Detlev Schürmann, Kriminologe und Polizeiwissenschaftler vom Deutschen Forum für Kriminalprävention (DFK), ergänzt mit fachlichen Ausführungen und stellt das didaktische Begleitmaterial zur Ausstellung vor: Die von der Soziologin Antje Gansewig erstellte Handreichung mit Begleit-DVD zur schulischen und außerschulischen Jugendarbeit. Diese kann für die Integrationsarbeit, z.B. in Sportvereinen sehr nützlich sein und unter http://www.vorbilder.website/material.php bestellt oder heruntergeladen werden.

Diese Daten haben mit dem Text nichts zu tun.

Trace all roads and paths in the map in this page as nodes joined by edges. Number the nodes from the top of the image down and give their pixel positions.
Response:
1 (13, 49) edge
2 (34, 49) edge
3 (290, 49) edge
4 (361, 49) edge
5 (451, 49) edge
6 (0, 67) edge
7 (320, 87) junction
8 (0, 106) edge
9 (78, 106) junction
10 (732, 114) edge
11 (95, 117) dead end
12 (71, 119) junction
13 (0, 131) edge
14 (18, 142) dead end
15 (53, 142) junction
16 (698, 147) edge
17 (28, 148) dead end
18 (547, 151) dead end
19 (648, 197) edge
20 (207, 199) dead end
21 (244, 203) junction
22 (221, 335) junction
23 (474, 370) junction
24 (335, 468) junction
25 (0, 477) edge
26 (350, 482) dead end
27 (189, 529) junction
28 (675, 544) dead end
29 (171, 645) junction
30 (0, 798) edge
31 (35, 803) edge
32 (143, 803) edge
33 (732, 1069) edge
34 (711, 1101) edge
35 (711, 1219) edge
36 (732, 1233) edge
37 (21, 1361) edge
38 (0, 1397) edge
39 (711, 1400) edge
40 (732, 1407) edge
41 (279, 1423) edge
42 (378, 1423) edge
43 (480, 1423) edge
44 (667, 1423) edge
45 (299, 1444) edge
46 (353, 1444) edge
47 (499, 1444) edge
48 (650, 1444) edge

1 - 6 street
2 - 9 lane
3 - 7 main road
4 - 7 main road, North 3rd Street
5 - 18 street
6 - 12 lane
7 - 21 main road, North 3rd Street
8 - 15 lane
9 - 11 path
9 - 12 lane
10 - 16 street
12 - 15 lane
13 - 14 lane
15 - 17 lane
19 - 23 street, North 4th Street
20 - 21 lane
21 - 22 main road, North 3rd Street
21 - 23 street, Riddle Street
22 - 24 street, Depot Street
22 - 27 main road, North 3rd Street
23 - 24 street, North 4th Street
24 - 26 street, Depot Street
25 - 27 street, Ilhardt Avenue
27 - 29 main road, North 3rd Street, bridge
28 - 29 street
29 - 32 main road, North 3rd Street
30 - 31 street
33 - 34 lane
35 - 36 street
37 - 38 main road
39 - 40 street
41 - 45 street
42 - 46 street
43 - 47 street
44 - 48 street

Die Amts- und Institutsleiterin des Kommunalen Integrationszentrum Bochum, Susanne Köllner, die die Ausstellung nach Bochum geholt hat, verdeutlicht in ihrer Ansprache, dass unsere Demokratie von der aktiven Beteiligung lebt: „Wir brauchen Vorbilder heute mehr denn je. Zumindest die, die wie ich finde, als demokratisch bezeichnet werden können und deren oberste Maxime die freiheitlich-demokratische Grundordnung ist. Ich meine die Menschen, die uns vorleben, was Zivilcourage ist, die den Mut haben, gewisse Dinge auszusprechen, auch wenn es manchmal unbequem ist, die ihre Meinung sagen, auch wenn sie damit anecken.“ Und die Besucher der Ausstellung sagen an diesem Abend, was sie denken. Es wird diskutiert und Haltung gezeigt, auch im mobilen MeinungsBILDER-Studio, ganz im Sinne des Ausstellungsprojektes, das in seiner Gesamtheit von studio kohlmeier konzipiert, fotografiert, künstlerisch gestaltet und im Auftrag des Bundesministeriums des Innern realisiert wurde und das seit Dezember 2016 von der Bundeszentrale für politische Bildung organisatorisch begleitet wird. Ein interessanter Eröffnungsabend markiert einen gelungenen Ausstellungsauftakt in Bochum.